Nada, sin embargo, ha sido comparable al notable final de Carlos Gutiérrez Camacho –jefe de los sicarios del cártel del Norte del Valle, según repetían los movileros antes de confirmarse su identidad–, cuyo fusilamiento en manos de dos killers en motocicleta desató variadas fantasías populares y televisivas. La más recurrente gira en torno la llegada masiva al país de narcotraficantes y sicarios foráneos. La presencia ocasional de estos últimos en el ámbito local no debe sorprender, puesto que ellos, para liquidar a alguien por encargo en suelo argentino, sólo necesitan una pistola y un pasaje de avión. En resumidas cuentas, durante la última década hubo no más de diez ajustes entre mafiosos colombianos, incluyendo la eliminación casi quirúrgica de dos narcos de esa nacionalidad, Jorge Quintero Gartner y Héctor Edison Duque Ceballos, en el Unicenter de Martínez, y la de Juan Galvis Ramírez en una tienda náutica de San Isidro. En cambio, con menos prensa, en 2012 hubo casi 200 asesinatos en Rosario por diversas desinteligencias entre integrantes del crimen organizado.

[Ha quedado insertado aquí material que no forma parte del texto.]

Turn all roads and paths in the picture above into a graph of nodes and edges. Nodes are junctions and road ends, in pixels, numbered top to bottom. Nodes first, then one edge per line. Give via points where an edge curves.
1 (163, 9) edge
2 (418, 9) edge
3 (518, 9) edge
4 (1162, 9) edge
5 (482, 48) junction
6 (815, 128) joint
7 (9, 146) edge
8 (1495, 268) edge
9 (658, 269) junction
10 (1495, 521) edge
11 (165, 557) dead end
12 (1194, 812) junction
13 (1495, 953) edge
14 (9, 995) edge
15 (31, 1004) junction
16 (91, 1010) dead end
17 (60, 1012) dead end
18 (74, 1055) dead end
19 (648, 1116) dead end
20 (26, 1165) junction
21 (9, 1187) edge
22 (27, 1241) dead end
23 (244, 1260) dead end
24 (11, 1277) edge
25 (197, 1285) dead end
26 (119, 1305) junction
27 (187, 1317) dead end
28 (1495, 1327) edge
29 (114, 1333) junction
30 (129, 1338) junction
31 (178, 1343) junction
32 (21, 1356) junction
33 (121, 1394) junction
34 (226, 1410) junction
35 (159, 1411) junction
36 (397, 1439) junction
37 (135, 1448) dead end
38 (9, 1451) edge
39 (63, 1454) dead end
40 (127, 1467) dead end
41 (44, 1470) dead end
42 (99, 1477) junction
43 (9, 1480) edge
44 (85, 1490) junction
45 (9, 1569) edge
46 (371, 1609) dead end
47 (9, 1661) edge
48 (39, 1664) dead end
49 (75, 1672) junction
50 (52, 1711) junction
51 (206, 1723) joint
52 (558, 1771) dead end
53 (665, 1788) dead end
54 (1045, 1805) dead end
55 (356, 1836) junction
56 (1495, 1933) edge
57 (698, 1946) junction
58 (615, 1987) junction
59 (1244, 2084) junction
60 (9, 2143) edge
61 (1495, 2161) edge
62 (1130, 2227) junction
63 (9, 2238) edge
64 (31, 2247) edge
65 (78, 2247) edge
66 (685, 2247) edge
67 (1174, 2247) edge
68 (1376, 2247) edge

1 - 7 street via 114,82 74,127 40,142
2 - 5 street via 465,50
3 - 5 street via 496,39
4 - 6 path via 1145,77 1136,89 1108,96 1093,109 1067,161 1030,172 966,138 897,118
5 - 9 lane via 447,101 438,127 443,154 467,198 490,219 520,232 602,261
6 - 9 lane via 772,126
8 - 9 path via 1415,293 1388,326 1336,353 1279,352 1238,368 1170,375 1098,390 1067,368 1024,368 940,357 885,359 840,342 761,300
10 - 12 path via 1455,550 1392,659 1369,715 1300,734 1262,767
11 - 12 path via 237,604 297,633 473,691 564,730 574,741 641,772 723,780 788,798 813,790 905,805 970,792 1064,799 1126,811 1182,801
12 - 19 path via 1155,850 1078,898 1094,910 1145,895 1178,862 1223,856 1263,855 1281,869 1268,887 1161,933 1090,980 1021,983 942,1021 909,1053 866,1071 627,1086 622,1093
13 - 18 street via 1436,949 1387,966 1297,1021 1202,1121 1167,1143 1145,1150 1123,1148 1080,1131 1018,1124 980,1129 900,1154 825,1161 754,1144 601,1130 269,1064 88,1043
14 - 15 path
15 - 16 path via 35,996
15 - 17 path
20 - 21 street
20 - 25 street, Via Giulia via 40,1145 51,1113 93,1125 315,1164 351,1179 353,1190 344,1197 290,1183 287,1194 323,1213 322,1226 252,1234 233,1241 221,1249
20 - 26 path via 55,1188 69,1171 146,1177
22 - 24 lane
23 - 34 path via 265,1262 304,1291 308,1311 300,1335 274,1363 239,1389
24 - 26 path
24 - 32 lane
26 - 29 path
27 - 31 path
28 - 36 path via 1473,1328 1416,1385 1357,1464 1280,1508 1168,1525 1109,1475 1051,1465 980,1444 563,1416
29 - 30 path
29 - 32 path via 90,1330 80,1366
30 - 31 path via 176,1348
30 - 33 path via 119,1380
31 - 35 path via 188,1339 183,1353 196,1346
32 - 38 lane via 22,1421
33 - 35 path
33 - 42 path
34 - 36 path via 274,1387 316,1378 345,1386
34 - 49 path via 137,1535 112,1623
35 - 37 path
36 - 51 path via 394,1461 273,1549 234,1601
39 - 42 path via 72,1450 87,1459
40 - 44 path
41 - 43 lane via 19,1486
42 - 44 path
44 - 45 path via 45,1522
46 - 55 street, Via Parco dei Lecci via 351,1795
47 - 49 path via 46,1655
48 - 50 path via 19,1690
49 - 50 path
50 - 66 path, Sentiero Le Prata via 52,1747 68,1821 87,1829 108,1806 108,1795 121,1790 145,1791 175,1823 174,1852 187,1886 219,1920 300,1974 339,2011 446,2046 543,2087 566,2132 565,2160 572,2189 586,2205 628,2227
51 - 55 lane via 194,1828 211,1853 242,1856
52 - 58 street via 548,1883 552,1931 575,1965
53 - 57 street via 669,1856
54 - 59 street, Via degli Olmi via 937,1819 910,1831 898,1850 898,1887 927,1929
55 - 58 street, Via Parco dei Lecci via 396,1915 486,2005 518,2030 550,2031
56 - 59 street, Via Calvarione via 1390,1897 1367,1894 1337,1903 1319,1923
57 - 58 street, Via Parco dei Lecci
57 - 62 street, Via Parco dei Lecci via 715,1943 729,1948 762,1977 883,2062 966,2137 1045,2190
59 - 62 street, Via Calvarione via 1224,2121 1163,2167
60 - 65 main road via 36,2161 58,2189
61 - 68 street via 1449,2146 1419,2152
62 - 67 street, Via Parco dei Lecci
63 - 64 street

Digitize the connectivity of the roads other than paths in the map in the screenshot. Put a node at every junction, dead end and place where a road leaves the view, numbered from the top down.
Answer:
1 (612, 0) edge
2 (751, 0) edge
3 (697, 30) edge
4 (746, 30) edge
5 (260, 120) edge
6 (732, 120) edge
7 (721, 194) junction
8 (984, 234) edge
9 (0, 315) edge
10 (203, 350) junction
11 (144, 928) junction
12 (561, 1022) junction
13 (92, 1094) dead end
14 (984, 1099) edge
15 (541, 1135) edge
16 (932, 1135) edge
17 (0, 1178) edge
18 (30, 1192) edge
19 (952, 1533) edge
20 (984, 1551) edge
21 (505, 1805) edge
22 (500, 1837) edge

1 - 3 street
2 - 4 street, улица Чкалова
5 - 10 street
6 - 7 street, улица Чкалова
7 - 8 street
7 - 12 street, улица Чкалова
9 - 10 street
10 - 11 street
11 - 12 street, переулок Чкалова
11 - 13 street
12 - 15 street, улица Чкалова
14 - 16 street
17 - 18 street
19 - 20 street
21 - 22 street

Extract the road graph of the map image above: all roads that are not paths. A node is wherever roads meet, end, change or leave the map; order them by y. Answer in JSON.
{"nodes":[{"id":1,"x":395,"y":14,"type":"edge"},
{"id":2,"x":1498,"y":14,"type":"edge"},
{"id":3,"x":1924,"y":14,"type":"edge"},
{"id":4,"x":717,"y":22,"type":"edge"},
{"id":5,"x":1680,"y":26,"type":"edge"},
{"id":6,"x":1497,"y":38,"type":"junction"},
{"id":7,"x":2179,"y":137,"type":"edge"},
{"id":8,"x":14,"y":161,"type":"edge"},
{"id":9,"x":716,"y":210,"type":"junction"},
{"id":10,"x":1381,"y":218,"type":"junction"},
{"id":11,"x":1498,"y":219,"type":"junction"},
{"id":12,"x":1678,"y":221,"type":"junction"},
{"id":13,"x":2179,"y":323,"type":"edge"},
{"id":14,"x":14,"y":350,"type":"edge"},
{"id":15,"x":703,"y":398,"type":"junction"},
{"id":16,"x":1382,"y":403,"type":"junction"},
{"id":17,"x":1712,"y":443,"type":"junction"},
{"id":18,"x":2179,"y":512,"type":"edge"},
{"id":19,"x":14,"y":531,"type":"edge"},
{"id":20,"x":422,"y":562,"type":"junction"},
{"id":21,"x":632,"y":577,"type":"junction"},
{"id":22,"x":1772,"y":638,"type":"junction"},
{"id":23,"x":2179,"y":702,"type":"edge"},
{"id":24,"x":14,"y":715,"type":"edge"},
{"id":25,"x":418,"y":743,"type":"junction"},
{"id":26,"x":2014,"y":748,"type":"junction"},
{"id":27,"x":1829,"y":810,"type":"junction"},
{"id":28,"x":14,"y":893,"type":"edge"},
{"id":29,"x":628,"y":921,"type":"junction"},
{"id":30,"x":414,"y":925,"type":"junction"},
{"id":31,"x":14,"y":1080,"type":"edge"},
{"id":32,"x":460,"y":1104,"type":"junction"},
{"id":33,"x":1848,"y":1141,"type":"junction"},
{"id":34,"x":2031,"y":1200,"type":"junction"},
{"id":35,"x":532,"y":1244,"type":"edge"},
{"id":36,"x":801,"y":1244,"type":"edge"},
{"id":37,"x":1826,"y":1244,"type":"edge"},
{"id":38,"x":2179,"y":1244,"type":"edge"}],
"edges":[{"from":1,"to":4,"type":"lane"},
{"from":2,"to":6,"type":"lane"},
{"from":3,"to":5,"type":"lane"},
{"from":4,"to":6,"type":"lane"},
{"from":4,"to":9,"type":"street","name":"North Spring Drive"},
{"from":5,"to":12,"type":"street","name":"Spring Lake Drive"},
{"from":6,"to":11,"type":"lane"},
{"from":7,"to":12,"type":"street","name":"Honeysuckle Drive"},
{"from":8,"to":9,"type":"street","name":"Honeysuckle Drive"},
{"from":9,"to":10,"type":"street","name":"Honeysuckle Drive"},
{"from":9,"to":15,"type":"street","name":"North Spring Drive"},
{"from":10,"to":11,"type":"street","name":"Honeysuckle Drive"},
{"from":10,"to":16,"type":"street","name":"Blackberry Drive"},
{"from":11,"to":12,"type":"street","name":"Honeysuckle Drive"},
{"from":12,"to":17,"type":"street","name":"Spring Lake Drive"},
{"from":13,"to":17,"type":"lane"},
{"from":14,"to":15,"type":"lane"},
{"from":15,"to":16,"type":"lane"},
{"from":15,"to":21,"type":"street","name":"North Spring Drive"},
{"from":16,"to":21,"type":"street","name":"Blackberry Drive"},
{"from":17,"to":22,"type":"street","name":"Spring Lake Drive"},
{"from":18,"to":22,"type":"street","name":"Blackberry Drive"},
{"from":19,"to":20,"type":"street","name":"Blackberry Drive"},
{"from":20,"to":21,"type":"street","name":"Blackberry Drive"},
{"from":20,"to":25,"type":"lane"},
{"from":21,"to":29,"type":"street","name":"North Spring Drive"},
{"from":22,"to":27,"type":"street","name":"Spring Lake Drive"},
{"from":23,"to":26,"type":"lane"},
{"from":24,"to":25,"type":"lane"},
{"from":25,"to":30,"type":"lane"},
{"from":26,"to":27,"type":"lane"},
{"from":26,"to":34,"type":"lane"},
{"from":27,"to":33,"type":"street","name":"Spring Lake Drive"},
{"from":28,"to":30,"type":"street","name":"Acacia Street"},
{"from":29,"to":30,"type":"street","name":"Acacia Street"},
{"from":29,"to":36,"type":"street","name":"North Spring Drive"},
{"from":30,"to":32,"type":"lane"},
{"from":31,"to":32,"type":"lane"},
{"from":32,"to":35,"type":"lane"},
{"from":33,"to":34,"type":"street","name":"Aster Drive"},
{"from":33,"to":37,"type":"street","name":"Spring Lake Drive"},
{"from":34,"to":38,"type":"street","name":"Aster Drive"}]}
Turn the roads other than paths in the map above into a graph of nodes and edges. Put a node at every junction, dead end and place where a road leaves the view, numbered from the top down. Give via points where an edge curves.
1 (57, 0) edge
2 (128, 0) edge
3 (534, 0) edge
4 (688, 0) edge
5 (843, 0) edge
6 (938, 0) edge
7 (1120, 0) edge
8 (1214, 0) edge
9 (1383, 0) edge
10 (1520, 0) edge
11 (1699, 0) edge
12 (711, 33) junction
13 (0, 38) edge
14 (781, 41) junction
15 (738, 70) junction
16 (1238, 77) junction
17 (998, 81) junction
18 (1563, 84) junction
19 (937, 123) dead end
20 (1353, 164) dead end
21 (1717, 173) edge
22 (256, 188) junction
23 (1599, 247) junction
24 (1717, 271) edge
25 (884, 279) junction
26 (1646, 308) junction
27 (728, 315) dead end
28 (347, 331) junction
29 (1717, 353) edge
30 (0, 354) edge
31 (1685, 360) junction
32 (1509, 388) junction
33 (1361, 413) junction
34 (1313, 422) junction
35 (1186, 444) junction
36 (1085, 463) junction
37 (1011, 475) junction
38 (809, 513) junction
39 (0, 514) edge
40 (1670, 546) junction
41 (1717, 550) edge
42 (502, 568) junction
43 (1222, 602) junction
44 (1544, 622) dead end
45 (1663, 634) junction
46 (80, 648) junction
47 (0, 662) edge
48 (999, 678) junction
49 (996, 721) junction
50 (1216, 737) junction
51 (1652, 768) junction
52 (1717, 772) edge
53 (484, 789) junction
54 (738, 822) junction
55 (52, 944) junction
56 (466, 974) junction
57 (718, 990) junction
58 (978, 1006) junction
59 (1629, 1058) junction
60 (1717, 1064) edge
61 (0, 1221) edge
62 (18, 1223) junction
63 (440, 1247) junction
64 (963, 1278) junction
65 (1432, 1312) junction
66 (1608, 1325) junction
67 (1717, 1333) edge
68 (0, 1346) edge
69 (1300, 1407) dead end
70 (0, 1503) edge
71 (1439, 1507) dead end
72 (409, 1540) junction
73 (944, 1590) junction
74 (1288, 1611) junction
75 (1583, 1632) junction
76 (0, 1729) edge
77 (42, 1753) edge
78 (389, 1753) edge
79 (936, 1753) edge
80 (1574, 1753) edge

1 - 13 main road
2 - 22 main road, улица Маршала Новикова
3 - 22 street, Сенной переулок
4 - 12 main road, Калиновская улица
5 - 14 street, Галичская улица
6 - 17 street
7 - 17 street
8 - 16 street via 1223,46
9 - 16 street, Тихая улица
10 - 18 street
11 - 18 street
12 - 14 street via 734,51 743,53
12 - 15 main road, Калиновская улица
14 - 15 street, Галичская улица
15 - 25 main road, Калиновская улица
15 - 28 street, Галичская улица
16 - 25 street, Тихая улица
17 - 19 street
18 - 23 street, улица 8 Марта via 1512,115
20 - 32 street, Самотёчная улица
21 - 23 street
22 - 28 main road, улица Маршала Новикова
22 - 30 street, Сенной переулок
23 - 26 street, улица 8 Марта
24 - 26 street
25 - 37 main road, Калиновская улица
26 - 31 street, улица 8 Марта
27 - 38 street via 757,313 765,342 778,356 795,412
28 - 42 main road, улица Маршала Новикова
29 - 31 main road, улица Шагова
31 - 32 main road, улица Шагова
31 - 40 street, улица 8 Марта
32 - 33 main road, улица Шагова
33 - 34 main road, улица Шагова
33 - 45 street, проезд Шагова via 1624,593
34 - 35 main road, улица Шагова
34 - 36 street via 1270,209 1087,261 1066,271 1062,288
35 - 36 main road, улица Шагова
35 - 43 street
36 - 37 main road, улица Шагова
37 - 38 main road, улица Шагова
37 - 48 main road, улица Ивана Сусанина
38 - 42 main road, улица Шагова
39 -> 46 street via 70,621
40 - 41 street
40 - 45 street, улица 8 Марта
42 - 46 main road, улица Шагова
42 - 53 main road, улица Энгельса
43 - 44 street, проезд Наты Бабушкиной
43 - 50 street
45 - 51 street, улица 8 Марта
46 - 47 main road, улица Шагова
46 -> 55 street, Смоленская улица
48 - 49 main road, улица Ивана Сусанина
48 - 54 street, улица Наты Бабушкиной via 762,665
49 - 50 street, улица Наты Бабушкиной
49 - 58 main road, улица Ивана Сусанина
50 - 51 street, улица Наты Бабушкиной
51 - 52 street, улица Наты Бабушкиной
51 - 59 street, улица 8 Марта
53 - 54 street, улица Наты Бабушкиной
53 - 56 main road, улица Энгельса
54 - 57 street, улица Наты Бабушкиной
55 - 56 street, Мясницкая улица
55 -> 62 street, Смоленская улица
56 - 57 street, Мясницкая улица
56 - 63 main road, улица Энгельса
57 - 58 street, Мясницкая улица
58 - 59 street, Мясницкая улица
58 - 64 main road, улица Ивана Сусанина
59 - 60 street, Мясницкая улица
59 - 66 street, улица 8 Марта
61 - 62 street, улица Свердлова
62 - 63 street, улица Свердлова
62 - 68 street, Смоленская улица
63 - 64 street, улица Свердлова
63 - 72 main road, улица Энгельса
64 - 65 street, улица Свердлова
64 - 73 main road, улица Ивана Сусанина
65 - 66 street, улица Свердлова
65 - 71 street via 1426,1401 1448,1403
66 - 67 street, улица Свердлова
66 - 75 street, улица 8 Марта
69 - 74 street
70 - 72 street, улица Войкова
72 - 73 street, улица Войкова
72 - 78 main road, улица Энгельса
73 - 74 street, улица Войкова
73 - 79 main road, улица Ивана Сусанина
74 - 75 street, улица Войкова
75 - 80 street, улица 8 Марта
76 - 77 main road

Con respecto al crecimiento de este flagelo en argentina, no cabe ninguna duda de que el ex presidente interino, Eduardo Duhalde, ha sido un visionario. Ya en 2010 reclamó la intervención del Ejército, sin ocultar su entusiasmo por el ejemplo del ex presidente mexicano, Calderón, cuya declaración de guerra al narcotráfico ha cosechado en su sexenio más de 70 mil muertos.
En aquella misma época, su esposa, la senadora Hilda González de Duhalde, se muestro más contemporizadora y, a través de un proyecto de ley, propuso declarar por dos años la emergencia en materia de seguridad, la cual –según su autora– contempla "la construcción de cárceles e instituciones para contener a jóvenes en riesgo (léase: pibes adictos al paco), con el propósito de brindarles un tratamiento preferencial para lograr su reinserción social".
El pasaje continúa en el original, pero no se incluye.